Excerpted data:
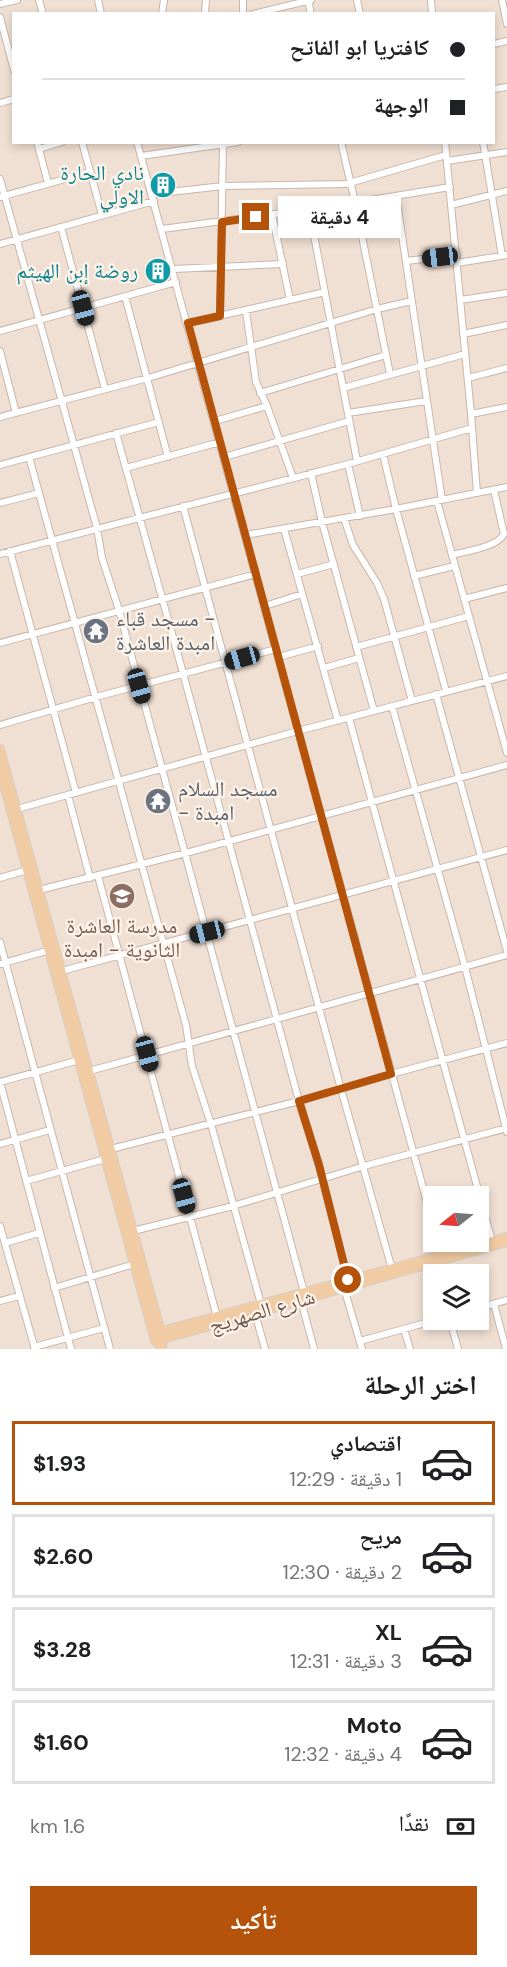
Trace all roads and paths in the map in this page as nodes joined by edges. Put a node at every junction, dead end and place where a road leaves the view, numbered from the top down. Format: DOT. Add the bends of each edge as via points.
graph roads {
  1 [pos="17,0"];
  2 [pos="309,0"];
  3 [pos="502,0"];
  4 [pos="0,4"];
  5 [pos="261,12"];
  6 [pos="0,18"];
  7 [pos="507,24"];
  8 [pos="11,46"];
  9 [pos="83,144"];
  10 [pos="138,144"];
  11 [pos="210,144"];
  12 [pos="223,144"];
  13 [pos="340,144"];
  14 [pos="445,144"];
  15 [pos="483,144"];
  16 [pos="38,146"];
  17 [pos="185,146"];
  18 [pos="507,152"];
  19 [pos="485,155"];
  20 [pos="141,156"];
  21 [pos="447,158"];
  22 [pos="90,172"];
  23 [pos="0,179"];
  24 [pos="48,183"];
  25 [pos="350,183"];
  26 [pos="223,186"];
  27 [pos="450,188"];
  28 [pos="507,191"];
  29 [pos="492,195"];
  30 [pos="2,196"];
  31 [pos="396,196"];
  32 [pos="153,197"];
  33 [pos="355,202"];
  34 [pos="452,205"];
  35 [pos="309,209"];
  36 [pos="272,214"];
  37 [pos="102,215"];
  38 [pos="222,222"];
  39 [pos="61,227"];
  40 [pos="162,229"];
  41 [pos="16,239"];
  42 [pos="0,244"];
  43 [pos="456,255"];
  44 [pos="505,255"];
  45 [pos="406,261"];
  46 [pos="457,263"];
  47 [pos="283,264"];
  48 [pos="221,267"];
  49 [pos="173,269"];
  50 [pos="176,282"];
  51 [pos="325,292"];
  52 [pos="507,293"];
  53 [pos="125,296"];
  54 [pos="290,300"];
  55 [pos="460,300"];
  56 [pos="412,301"];
  57 [pos="83,308"];
  58 [pos="377,309"];
  59 [pos="246,311"];
  60 [pos="220,316"];
  61 [pos="39,321"];
  62 [pos="188,323"];
  63 [pos="331,323"];
  64 [pos="507,325"];
  65 [pos="0,331"];
  66 [pos="463,334"];
  67 [pos="250,347"];
  68 [pos="0,351"];
  69 [pos="465,354"];
  70 [pos="386,355"];
  71 [pos="198,363"];
  72 [pos="421,366"];
  73 [pos="339,368"];
  74 [pos="507,368"];
  75 [pos="390,374"];
  76 [pos="148,378"];
  77 [pos="468,378"];
  78 [pos="343,388"];
  79 [pos="105,389"];
  80 [pos="260,393"];
  81 [pos="426,400"];
  82 [pos="61,402"];
  83 [pos="267,406"];
  84 [pos="507,407"];
  85 [pos="16,413"];
  86 [pos="348,413"];
  87 [pos="471,414"];
  88 [pos="0,417"];
  89 [pos="215,421"];
  90 [pos="349,421"];
  91 [pos="159,422"];
  92 [pos="472,428"];
  93 [pos="116,433"];
  94 [pos="280,440"];
  95 [pos="432,440"];
  96 [pos="220,442"];
  97 [pos="73,445"];
  98 [pos="383,454"];
  99 [pos="29,457"];
  100 [pos="168,457"];
  101 [pos="224,457"];
  102 [pos="357,461"];
  103 [pos="348,464"];
  104 [pos="0,465"];
  105 [pos="126,468"];
  106 [pos="311,473"];
  107 [pos="293,478"];
  108 [pos="507,487"];
  109 [pos="494,490"];
  110 [pos="39,493"];
  111 [pos="234,493"];
  112 [pos="477,493"];
  113 [pos="440,501"];
  114 [pos="0,503"];
  115 [pos="183,506"];
  116 [pos="396,509"];
  117 [pos="360,516"];
  118 [pos="140,517"];
  119 [pos="344,518"];
  120 [pos="322,522"];
  121 [pos="97,528"];
  122 [pos="284,529"];
  123 [pos="245,535"];
  124 [pos="52,540"];
  125 [pos="10,551"];
  126 [pos="0,554"];
  127 [pos="452,555"];
  128 [pos="334,564"];
  129 [pos="454,566"];
  130 [pos="256,574"];
  131 [pos="297,574"];
  132 [pos="414,576"];
  133 [pos="205,588"];
  134 [pos="507,588"];
  135 [pos="303,594"];
  136 [pos="162,599"];
  137 [pos="464,599"];
  138 [pos="265,606"];
  139 [pos="119,610"];
  140 [pos="469,616"];
  141 [pos="75,622"];
  142 [pos="428,627"];
  143 [pos="32,634"];
  144 [pos="394,638"];
  145 [pos="0,643"];
  146 [pos="318,646"];
  147 [pos="356,647"];
  148 [pos="276,649"];
  149 [pos="279,657"];
  150 [pos="359,658"];
  151 [pos="225,663"];
  152 [pos="324,668"];
  153 [pos="183,674"];
  154 [pos="507,676"];
  155 [pos="486,681"];
  156 [pos="139,686"];
  157 [pos="446,691"];
  158 [pos="436,694"];
  159 [pos="96,697"];
  160 [pos="412,701"];
  161 [pos="392,706"];
  162 [pos="53,709"];
  163 [pos="374,711"];
  164 [pos="348,718"];
  165 [pos="339,721"];
  166 [pos="0,725"];
  167 [pos="298,731"];
  168 [pos="247,745"];
  169 [pos="0,749"];
  170 [pos="507,753"];
  171 [pos="205,756"];
  172 [pos="507,765"];
  173 [pos="162,768"];
  174 [pos="0,771"];
  175 [pos="460,778"];
  176 [pos="119,780"];
  177 [pos="2,789"];
  178 [pos="415,790"];
  179 [pos="76,793"];
  180 [pos="68,795"];
  181 [pos="372,802"];
  182 [pos="17,809"];
  183 [pos="322,816"];
  184 [pos="270,829"];
  185 [pos="228,841"];
  186 [pos="23,843"];
  187 [pos="507,850"];
  188 [pos="186,853"];
  189 [pos="482,857"];
  190 [pos="141,865"];
  191 [pos="436,869"];
  192 [pos="27,870"];
  193 [pos="98,876"];
  194 [pos="0,878"];
  195 [pos="90,878"];
  196 [pos="393,881"];
  197 [pos="36,891"];
  198 [pos="344,894"];
  199 [pos="292,908"];
  200 [pos="249,919"];
  201 [pos="207,932"];
  202 [pos="0,942"];
  203 [pos="162,943"];
  204 [pos="50,950"];
  205 [pos="507,953"];
  206 [pos="119,955"];
  207 [pos="3,963"];
  208 [pos="465,967"];
  209 [pos="62,971"];
  210 [pos="421,980"];
  211 [pos="371,994"];
  212 [pos="320,1007"];
  213 [pos="277,1017"];
  214 [pos="233,1030"];
  215 [pos="188,1042"];
  216 [pos="507,1043"];
  217 [pos="485,1049"];
  218 [pos="147,1054"];
  219 [pos="83,1059"];
  220 [pos="442,1060"];
  221 [pos="36,1072"];
  222 [pos="86,1072"];
  223 [pos="391,1074"];
  224 [pos="0,1082"];
  225 [pos="341,1089"];
  226 [pos="299,1101"];
  227 [pos="256,1112"];
  228 [pos="211,1124"];
  229 [pos="50,1130"];
  230 [pos="507,1130"];
  231 [pos="168,1134"];
  232 [pos="15,1139"];
  233 [pos="464,1140"];
  234 [pos="0,1144"];
  235 [pos="111,1149"];
  236 [pos="412,1153"];
  237 [pos="105,1159"];
  238 [pos="364,1166"];
  239 [pos="61,1171"];
  240 [pos="322,1178"];
  241 [pos="26,1181"];
  242 [pos="423,1190"];
  243 [pos="278,1191"];
  244 [pos="233,1206"];
  245 [pos="189,1217"];
  246 [pos="0,1226"];
  247 [pos="133,1231"];
  248 [pos="39,1233"];
  249 [pos="507,1237"];
  250 [pos="492,1241"];
  251 [pos="507,1242"];
  252 [pos="5,1243"];
  253 [pos="438,1252"];
  254 [pos="438,1259"];
  255 [pos="134,1264"];
  256 [pos="438,1264"];
  257 [pos="392,1269"];
  258 [pos="91,1277"];
  259 [pos="346,1284"];
  260 [pos="54,1288"];
  261 [pos="20,1296"];
  262 [pos="303,1296"];
  263 [pos="507,1300"];
  264 [pos="0,1301"];
  265 [pos="261,1304"];
  266 [pos="494,1304"];
  267 [pos="489,1305"];
  268 [pos="255,1313"];
  269 [pos="217,1317"];
  270 [pos="423,1324"];
  271 [pos="104,1328"];
  272 [pos="404,1329"];
  273 [pos="453,1330"];
  274 [pos="68,1338"];
  275 [pos="159,1340"];
  276 [pos="360,1341"];
  277 [pos="506,1345"];
  278 [pos="34,1348"];
  279 [pos="71,1349"];
  280 [pos="110,1349"];
  281 [pos="266,1349"];
  282 [pos="314,1349"];
  283 [pos="362,1349"];
  284 [pos="410,1349"];
  285 [pos="458,1349"];
  1 -- 4 [label="street"];
  2 -- 5 [label="street"];
  3 -- 7 [label="street"];
  6 -- 8 [label="street"];
  9 -- 22 [label="street"];
  10 -- 20 [label="street"];
  11 -- 17 [label="street"];
  12 -- 26 [label="street"];
  13 -- 25 [label="street"];
  14 -- 21 [label="street"];
  15 -- 19 [label="street"];
  16 -- 24 [label="street"];
  17 -- 20 [label="street"];
  18 -- 19 [label="street"];
  19 -- 21 [label="street"];
  19 -- 29 [label="street"];
  20 -- 32 [label="street"];
  21 -- 25 [label="street"];
  21 -- 27 [label="street"];
  22 -- 24 [label="street"];
  22 -- 37 [label="street"];
  23 -- 30 [label="street"];
  24 -- 30 [label="street"];
  25 -- 26 [label="street"];
  25 -- 33 [label="street"];
  26 -- 32 [label="street"];
  26 -- 38 [label="street"];
  27 -- 31 [label="street"];
  27 -- 34 [label="street"];
  28 -- 29 [label="street"];
  29 -- 34 [label="street"];
  29 -- 44 [label="street"];
  30 -- 41 [label="street"];
  31 -- 33 [label="street"];
  31 -- 45 [label="street"];
  32 -- 37 [label="street"];
  32 -- 40 [label="street"];
  33 -- 35 [label="street"];
  33 -- 58 [label="street"];
  34 -- 43 [label="street"];
  35 -- 36 [label="street"];
  35 -- 51 [label="street"];
  36 -- 38 [label="street"];
  36 -- 47 [label="street"];
  37 -- 39 [label="street"];
  38 -- 40 [label="street"];
  38 -- 48 [label="street"];
  39 -- 41 [label="street"];
  39 -- 57 [label="street"];
  40 -- 49 [label="street"];
  41 -- 42 [label="street"];
  41 -- 61 [label="street"];
  43 -- 45 [label="street"];
  43 -- 46 [label="street"];
  44 -- 46 [label="street"];
  45 -- 56 [label="street"];
  46 -- 55 [label="street"];
  47 -- 48 [label="street"];
  47 -- 54 [label="street"];
  48 -- 49 [label="street"];
  48 -- 60 [label="street"];
  49 -- 50 [label="street"];
  50 -- 53 [label="street"];
  50 -- 62 [label="street"];
  51 -- 54 [label="street"];
  51 -- 63 [label="street"];
  52 -- 55 [label="street"];
  53 -- 57 [label="street"];
  53 -- 76 [label="street"];
  54 -- 59 [label="street"];
  55 -- 66 [label="street"];
  56 -- 58 [label="street"];
  56 -- 72 [label="street"];
  57 -- 61 [label="street"];
  57 -- 79 [label="street"];
  58 -- 63 [label="street"];
  58 -- 70 [label="street"];
  59 -- 60 [label="street"];
  59 -- 67 [label="street"];
  60 -- 62 [label="street"];
  61 -- 65 [label="street"];
  61 -- 82 [label="street"];
  62 -- 71 [label="street"];
  63 -- 67 [label="street"];
  63 -- 73 [label="street"];
  64 -- 66 [label="street"];
  66 -- 69 [label="street"];
  67 -- 71 [label="street"];
  67 -- 80 [label="street"];
  68 -- 85 [label="street"];
  69 -- 72 [label="street"];
  69 -- 77 [label="street"];
  70 -- 73 [label="street"];
  70 -- 75 [label="street"];
  71 -- 76 [label="street"];
  71 -- 89 [label="street"];
  72 -- 75 [label="street"];
  72 -- 81 [label="street"];
  73 -- 78 [label="street"];
  73 -- 80 [label="street"];
  74 -- 77 [label="street"];
  75 -- 78 [label="street"];
  76 -- 79 [label="street"];
  76 -- 91 [label="street"];
  77 -- 87 [label="street"];
  78 -- 86 [label="street"];
  79 -- 82 [label="street"];
  80 -- 83 [label="street"];
  81 -- 86 [label="street"];
  81 -- 95 [label="street"];
  82 -- 85 [label="street"];
  82 -- 97 [label="street"];
  83 -- 89 [label="street"];
  83 -- 94 [label="street"];
  84 -- 87 [label="street"];
  85 -- 88 [label="street"];
  86 -- 90 [label="street"];
  87 -- 92 [label="street"];
  89 -- 96 [label="street"];
  90 -- 94 [label="street"];
  90 -- 102 [label="street"];
  91 -- 93 [label="street"];
  91 -- 100 [label="street"];
  92 -- 95 [label="street"];
  92 -- 112 [label="street"];
  93 -- 97 [label="street"];
  93 -- 105 [label="street"];
  94 -- 101 [label="street"];
  94 -- 107 [label="street"];
  95 -- 98 [label="street"];
  95 -- 113 [label="street"];
  96 -- 100 [label="street"];
  96 -- 101 [label="street"];
  97 -- 99 [label="street"];
  97 -- 121 [label="street"];
  98 -- 102 [label="street"];
  98 -- 116 [label="street"];
  99 -- 104 [label="street"];
  99 -- 110 [label="street"];
  100 -- 105 [label="street"];
  101 -- 111 [label="street"];
  102 -- 103 [label="street"];
  103 -- 106 [label="street"];
  103 -- 117 [label="street"];
  105 -- 118 [label="street"];
  106 -- 107 [label="street"];
  106 -- 120 [label="street"];
  107 -- 111 [label="street"];
  108 -- 109 [label="street"];
  109 -- 112 [label="street"];
  109 -- 127 [label="street" via="503,537 496,543"];
  110 -- 114 [label="street"];
  110 -- 124 [label="street"];
  111 -- 115 [label="street"];
  111 -- 123 [label="street"];
  112 -- 113 [label="street"];
  113 -- 116 [label="street"];
  113 -- 127 [label="street"];
  115 -- 118 [label="street"];
  115 -- 133 [label="street"];
  116 -- 117 [label="street"];
  116 -- 132 [label="street"];
  117 -- 119 [label="street"];
  118 -- 121 [label="street"];
  118 -- 136 [label="street"];
  119 -- 120 [label="street"];
  119 -- 144 [label="street" via="353,545 380,591"];
  120 -- 122 [label="street"];
  120 -- 128 [label="street"];
  121 -- 124 [label="street"];
  121 -- 139 [label="street"];
  122 -- 123 [label="street"];
  122 -- 131 [label="street"];
  123 -- 130 [label="street"];
  124 -- 125 [label="street"];
  124 -- 141 [label="street"];
  125 -- 126 [label="street"];
  125 -- 143 [label="street"];
  127 -- 129 [label="street"];
  128 -- 131 [label="street"];
  128 -- 147 [label="street"];
  129 -- 132 [label="street"];
  129 -- 137 [label="street"];
  130 -- 133 [label="street"];
  130 -- 138 [label="street"];
  131 -- 135 [label="street"];
  132 -- 142 [label="street"];
  133 -- 136 [label="street"];
  133 -- 151 [label="street"];
  134 -- 137 [label="street"];
  135 -- 138 [label="street"];
  135 -- 146 [label="street"];
  136 -- 139 [label="street"];
  136 -- 153 [label="street"];
  137 -- 140 [label="street"];
  138 -- 148 [label="street"];
  139 -- 141 [label="street"];
  139 -- 156 [label="street"];
  140 -- 142 [label="street"];
  140 -- 155 [label="street"];
  141 -- 143 [label="street"];
  141 -- 159 [label="street"];
  142 -- 144 [label="street"];
  142 -- 157 [label="street"];
  143 -- 145 [label="street"];
  143 -- 162 [label="street"];
  144 -- 147 [label="street"];
  144 -- 160 [label="street"];
  146 -- 149 [label="street"];
  146 -- 152 [label="street"];
  147 -- 150 [label="street"];
  148 -- 149 [label="street"];
  148 -- 151 [label="street"];
  149 -- 167 [label="street"];
  150 -- 152 [label="street"];
  150 -- 163 [label="street"];
  151 -- 153 [label="street"];
  151 -- 168 [label="street"];
  152 -- 165 [label="street"];
  153 -- 156 [label="street"];
  153 -- 171 [label="street"];
  154 -- 155 [label="street"];
  155 -- 157 [label="street"];
  155 -- 170 [label="street"];
  156 -- 159 [label="street"];
  156 -- 173 [label="street"];
  157 -- 158 [label="street"];
  158 -- 160 [label="street"];
  158 -- 175 [label="street"];
  159 -- 162 [label="street"];
  159 -- 176 [label="street"];
  160 -- 161 [label="street"];
  161 -- 163 [label="street"];
  161 -- 178 [label="street"];
  162 -- 166 [label="street"];
  162 -- 179 [label="street"];
  163 -- 164 [label="street"];
  164 -- 165 [label="street"];
  164 -- 181 [label="street"];
  165 -- 167 [label="street"];
  167 -- 168 [label="street"];
  167 -- 183 [label="street"];
  168 -- 171 [label="street"];
  168 -- 184 [label="street"];
  169 -- 182 [label="main road"];
  171 -- 173 [label="street"];
  171 -- 185 [label="street"];
  172 -- 175 [label="street"];
  173 -- 176 [label="street"];
  173 -- 188 [label="street"];
  174 -- 177 [label="main road"];
  175 -- 178 [label="street"];
  175 -- 189 [label="street"];
  176 -- 179 [label="street"];
  176 -- 190 [label="street"];
  177 -- 186 [label="main road"];
  178 -- 181 [label="street"];
  178 -- 191 [label="street"];
  179 -- 180 [label="street"];
  180 -- 182 [label="street"];
  180 -- 195 [label="street"];
  181 -- 183 [label="street"];
  181 -- 196 [label="street"];
  182 -- 186 [label="main road"];
  183 -- 184 [label="street"];
  183 -- 198 [label="street"];
  184 -- 185 [label="street"];
  184 -- 199 [label="street"];
  185 -- 188 [label="street"];
  185 -- 200 [label="street"];
  186 -- 192 [label="main road"];
  186 -- 197 [label="main road"];
  187 -- 189 [label="street"];
  188 -- 190 [label="street"];
  188 -- 201 [label="street"];
  189 -- 191 [label="street"];
  189 -- 205 [label="street"];
  190 -- 193 [label="street"];
  190 -- 203 [label="street"];
  191 -- 196 [label="street"];
  191 -- 208 [label="street"];
  192 -- 194 [label="street"];
  192 -- 197 [label="main road"];
  193 -- 195 [label="street"];
  193 -- 206 [label="street"];
  195 -- 197 [label="street"];
  196 -- 198 [label="street"];
  196 -- 210 [label="street"];
  197 -- 204 [label="main road"];
  197 -- 209 [label="main road"];
  198 -- 199 [label="street"];
  198 -- 211 [label="street"];
  199 -- 200 [label="street"];
  199 -- 212 [label="street"];
  200 -- 201 [label="street"];
  200 -- 213 [label="street"];
  201 -- 203 [label="street"];
  201 -- 214 [label="street"];
  202 -- 207 [label="street"];
  203 -- 206 [label="street"];
  203 -- 215 [label="street"];
  204 -- 207 [label="street"];
  204 -- 219 [label="main road"];
  205 -- 208 [label="street"];
  206 -- 209 [label="street"];
  206 -- 218 [label="street"];
  207 -- 221 [label="street"];
  208 -- 210 [label="street"];
  208 -- 217 [label="street"];
  209 -- 219 [label="main road"];
  210 -- 211 [label="street"];
  210 -- 220 [label="street"];
  211 -- 212 [label="street"];
  211 -- 223 [label="street"];
  212 -- 213 [label="street"];
  212 -- 225 [label="street"];
  213 -- 214 [label="street"];
  213 -- 226 [label="street"];
  214 -- 215 [label="street"];
  214 -- 227 [label="street"];
  215 -- 218 [label="street"];
  215 -- 228 [label="street"];
  216 -- 217 [label="street"];
  217 -- 220 [label="street"];
  217 -- 230 [label="street"];
  218 -- 222 [label="street"];
  218 -- 231 [label="street"];
  219 -- 221 [label="street"];
  219 -- 222 [label="main road"];
  220 -- 223 [label="street"];
  220 -- 233 [label="street"];
  221 -- 224 [label="street"];
  221 -- 229 [label="street"];
  222 -- 235 [label="main road"];
  222 -- 237 [label="main road"];
  223 -- 225 [label="street"];
  223 -- 236 [label="street"];
  224 -- 232 [label="street"];
  225 -- 226 [label="street"];
  225 -- 238 [label="street"];
  226 -- 227 [label="street"];
  226 -- 240 [label="street"];
  227 -- 228 [label="street"];
  227 -- 243 [label="street"];
  228 -- 231 [label="street"];
  228 -- 244 [label="street"];
  229 -- 232 [label="street"];
  229 -- 239 [label="street"];
  230 -- 233 [label="street"];
  231 -- 235 [label="street"];
  231 -- 245 [label="street"];
  232 -- 234 [label="street"];
  232 -- 241 [label="street"];
  233 -- 236 [label="street"];
  233 -- 250 [label="street"];
  235 -- 247 [label="main road"];
  236 -- 238 [label="street"];
  236 -- 242 [label="street"];
  237 -- 239 [label="street"];
  237 -- 255 [label="main road"];
  238 -- 240 [label="street"];
  238 -- 257 [label="street"];
  239 -- 241 [label="street"];
  239 -- 258 [label="street"];
  240 -- 243 [label="street"];
  240 -- 259 [label="street"];
  241 -- 248 [label="street"];
  243 -- 244 [label="street"];
  243 -- 262 [label="street"];
  244 -- 245 [label="street"];
  244 -- 265 [label="street"];
  245 -- 247 [label="street"];
  245 -- 269 [label="street"];
  246 -- 252 [label="street"];
  247 -- 275 [label="main road"];
  248 -- 252 [label="street"];
  248 -- 260 [label="street"];
  249 -- 250 [label="main road"];
  250 -- 254 [label="main road"];
  251 -- 254 [label="main road, شارع الصهريج"];
  252 -- 261 [label="street"];
  253 -- 254 [label="street"];
  254 -- 256 [label="street"];
  254 -- 257 [label="main road"];
  254 -- 259 [label="main road, شارع الصهريج"];
  255 -- 258 [label="street"];
  255 -- 275 [label="main road"];
  257 -- 259 [label="main road"];
  258 -- 260 [label="street"];
  258 -- 271 [label="street"];
  259 -- 262 [label="main road"];
  259 -- 276 [label="street"];
  260 -- 274 [label="street"];
  261 -- 264 [label="street"];
  261 -- 278 [label="street"];
  262 -- 265 [label="main road"];
  262 -- 268 [label="main road, شارع الصهريج"];
  262 -- 282 [label="street"];
  263 -- 266 [label="street"];
  265 -- 269 [label="main road"];
  266 -- 267 [label="street"];
  266 -- 277 [label="street"];
  268 -- 275 [label="main road, شارع الصهريج"];
  268 -- 281 [label="street"];
  269 -- 275 [label="main road"];
  270 -- 272 [label="street"];
  271 -- 274 [label="street"];
  271 -- 280 [label="street"];
  272 -- 276 [label="street"];
  272 -- 284 [label="street"];
  273 -- 285 [label="street"];
  274 -- 278 [label="street"];
  274 -- 279 [label="street"];
  276 -- 283 [label="street"];
}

What is needed: Above are the records; copy every line in them that holds the word "الصهريج".

Written reply:
  251 -- 254 [label="main road, شارع الصهريج"];
  254 -- 259 [label="main road, شارع الصهريج"];
  262 -- 268 [label="main road, شارع الصهريج"];
  268 -- 275 [label="main road, شارع الصهريج"];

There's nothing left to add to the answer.